Engram was drafted by the Chicago Bears in 1996, and while he never made it to the Pro Bowl during his 14-year career, he did prove himself as a reliable target.
From Engram's first season to his last in 2009, his catch rate never dipped below 50%. His career average per game was 44 yards, but he had 11.9 yards per catch with 41% of his catches resulting in first downs. His best season came in 2007, when he hit career-highs in targets (134), receptions (94) and yards (1,147).
Engram spent seven seasons with the Seahawks, and while he was not a consistent starter for the team, he is still ranked sixth in receiving yards (4,859), seventh in receptions (399) and fifth in targets (598) in franchise history.
Engram also returned kicks at various points of his career, although he was used in that role as a rookie. For his career, Engram 1,702 return yards and two touchdowns.
3. Players tend to have success under his tutelage.
Engram did not waste much time starting his coaching career. He accepted a job as an offensive assistant with the 49ers the same day he retired from playing in 2011. He has worked for four teams at the college and professional level, and players have a history of success with him.
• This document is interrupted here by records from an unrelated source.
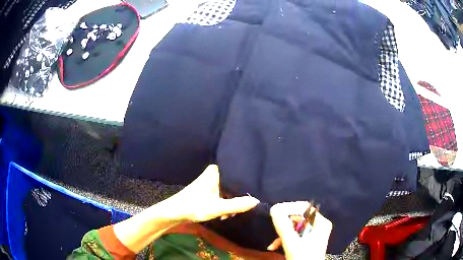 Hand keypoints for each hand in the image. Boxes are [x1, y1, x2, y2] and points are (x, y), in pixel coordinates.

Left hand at [169, 164, 259, 221]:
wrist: (174, 212)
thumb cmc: (194, 207)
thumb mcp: (218, 208)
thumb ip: (237, 205)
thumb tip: (257, 201)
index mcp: (216, 171)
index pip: (237, 173)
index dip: (246, 184)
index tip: (256, 192)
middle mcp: (214, 173)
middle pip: (234, 183)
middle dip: (238, 196)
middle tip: (243, 207)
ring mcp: (210, 182)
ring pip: (228, 190)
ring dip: (232, 202)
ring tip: (232, 213)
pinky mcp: (208, 190)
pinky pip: (223, 194)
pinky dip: (225, 203)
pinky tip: (226, 213)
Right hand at [268, 201, 332, 259]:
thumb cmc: (303, 257)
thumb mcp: (292, 242)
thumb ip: (283, 225)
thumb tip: (274, 208)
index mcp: (321, 222)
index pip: (303, 207)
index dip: (289, 208)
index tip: (275, 213)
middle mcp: (319, 225)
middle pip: (298, 217)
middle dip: (284, 224)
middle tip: (274, 228)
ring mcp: (314, 234)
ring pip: (294, 227)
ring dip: (282, 234)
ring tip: (273, 244)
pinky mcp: (308, 241)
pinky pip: (295, 235)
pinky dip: (285, 240)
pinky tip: (275, 247) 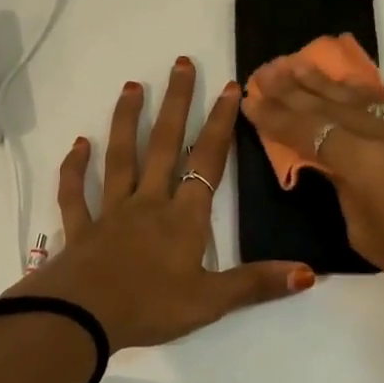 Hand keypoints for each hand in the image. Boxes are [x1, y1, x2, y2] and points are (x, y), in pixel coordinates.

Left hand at [7, 57, 313, 352]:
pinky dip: (75, 168)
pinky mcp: (80, 228)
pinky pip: (75, 193)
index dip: (221, 124)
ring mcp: (110, 212)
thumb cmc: (150, 308)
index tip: (230, 88)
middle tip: (180, 64)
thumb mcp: (210, 302)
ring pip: (120, 158)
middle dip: (176, 104)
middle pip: (165, 145)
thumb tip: (308, 272)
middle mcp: (148, 203)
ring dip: (126, 121)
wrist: (82, 319)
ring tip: (132, 87)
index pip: (208, 161)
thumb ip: (256, 284)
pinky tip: (78, 144)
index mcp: (183, 218)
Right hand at [241, 54, 383, 332]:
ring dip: (325, 84)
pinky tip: (346, 93)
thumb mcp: (369, 236)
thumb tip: (339, 170)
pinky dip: (357, 98)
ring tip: (297, 66)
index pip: (309, 131)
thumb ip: (347, 193)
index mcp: (366, 162)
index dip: (276, 116)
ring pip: (360, 99)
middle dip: (294, 88)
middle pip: (331, 105)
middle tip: (265, 70)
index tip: (250, 99)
The best example of that is Engram's eight seasons with the Ravens. He coached All-Pro WR Steve Smith Sr. To a 79-receptions 1,065-yard season with six touchdowns. Two years later, Engram helped WR Mike Wallace achieve his third-career 1,000-yard campaign (1,017 yards on 72 receptions) in the receiver's first season with the team.
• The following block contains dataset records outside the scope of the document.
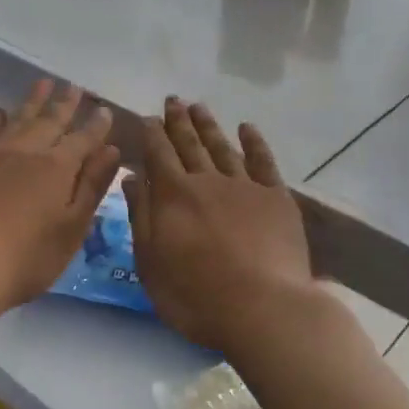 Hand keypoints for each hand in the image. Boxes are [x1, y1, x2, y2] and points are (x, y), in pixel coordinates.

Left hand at [0, 79, 118, 320]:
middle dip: (66, 104)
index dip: (97, 124)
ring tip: (44, 83)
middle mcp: (28, 151)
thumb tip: (111, 150)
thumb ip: (92, 186)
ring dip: (33, 101)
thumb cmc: (28, 257)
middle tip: (75, 87)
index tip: (105, 109)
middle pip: (51, 121)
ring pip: (18, 119)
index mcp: (59, 167)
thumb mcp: (72, 227)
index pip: (84, 139)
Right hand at [122, 98, 315, 360]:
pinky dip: (254, 142)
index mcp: (173, 196)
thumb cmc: (195, 295)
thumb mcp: (151, 263)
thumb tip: (132, 177)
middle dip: (179, 121)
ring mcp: (245, 186)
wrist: (261, 308)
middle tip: (173, 100)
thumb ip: (141, 216)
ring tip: (199, 106)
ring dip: (209, 125)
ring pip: (222, 147)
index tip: (148, 117)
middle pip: (189, 144)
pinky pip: (263, 161)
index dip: (152, 134)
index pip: (159, 155)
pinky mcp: (276, 198)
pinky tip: (247, 128)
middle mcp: (207, 181) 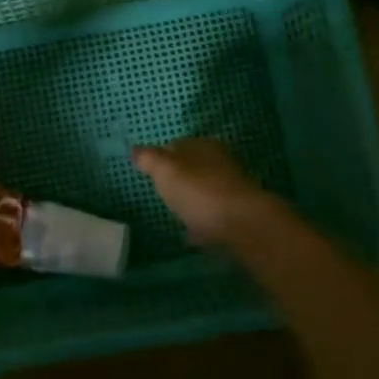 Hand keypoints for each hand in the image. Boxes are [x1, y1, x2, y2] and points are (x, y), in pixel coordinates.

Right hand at [130, 138, 270, 246]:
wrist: (243, 227)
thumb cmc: (200, 192)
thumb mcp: (166, 171)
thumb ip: (149, 159)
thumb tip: (135, 149)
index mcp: (204, 147)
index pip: (178, 144)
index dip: (162, 156)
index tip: (149, 171)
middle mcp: (221, 163)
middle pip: (194, 168)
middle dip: (179, 178)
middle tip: (161, 192)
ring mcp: (232, 190)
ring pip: (206, 191)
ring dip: (193, 199)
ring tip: (175, 213)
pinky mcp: (238, 216)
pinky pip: (214, 215)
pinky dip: (203, 222)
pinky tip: (192, 234) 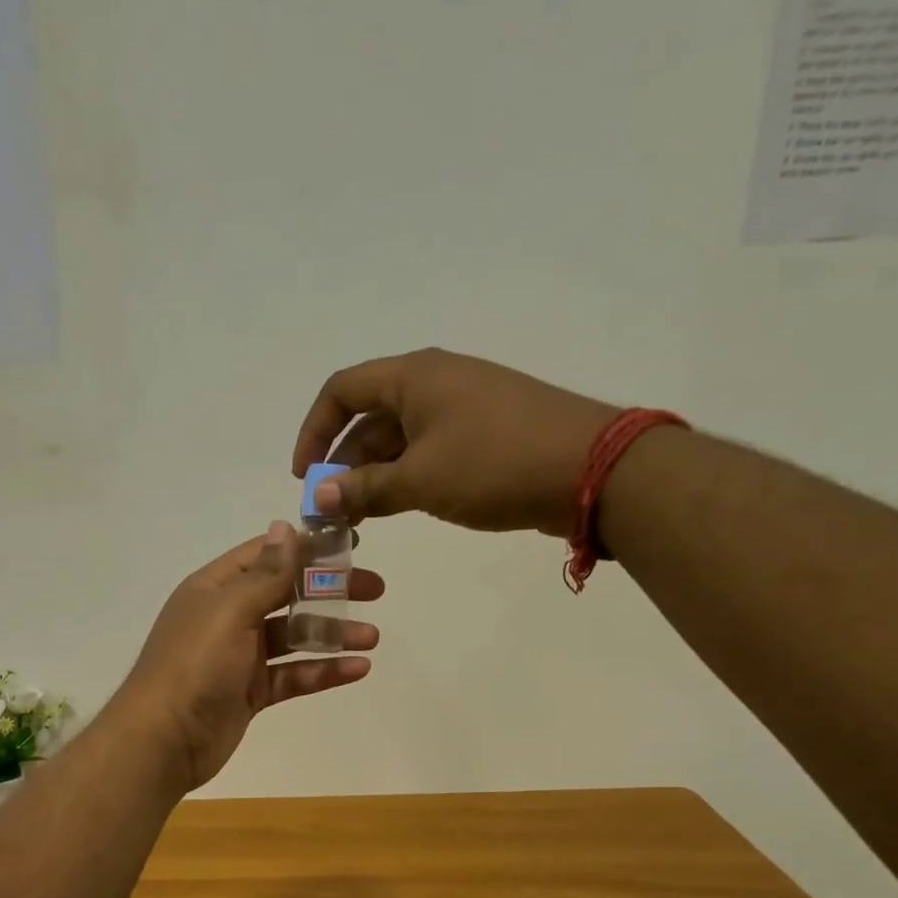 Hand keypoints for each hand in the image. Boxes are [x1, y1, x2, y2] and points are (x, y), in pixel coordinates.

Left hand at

Engram was moved to the tight end position in 2019, and Mark Andrews earned his first Pro Bowl while leading the team with 64 receptions, 852 receiving yards and 10 receiving touchdowns. Nick Boyle and Hayden Hurst rounded out a trio that accounted for three of the Ravens top five receptions leaders.
And in Engram's final season with the Ravens, Andrews had a career-high 1,361 yards with nine scores, earning a First Team All-Pro selection.
4. He established the Bobbi Engram fund to honor his late daughter.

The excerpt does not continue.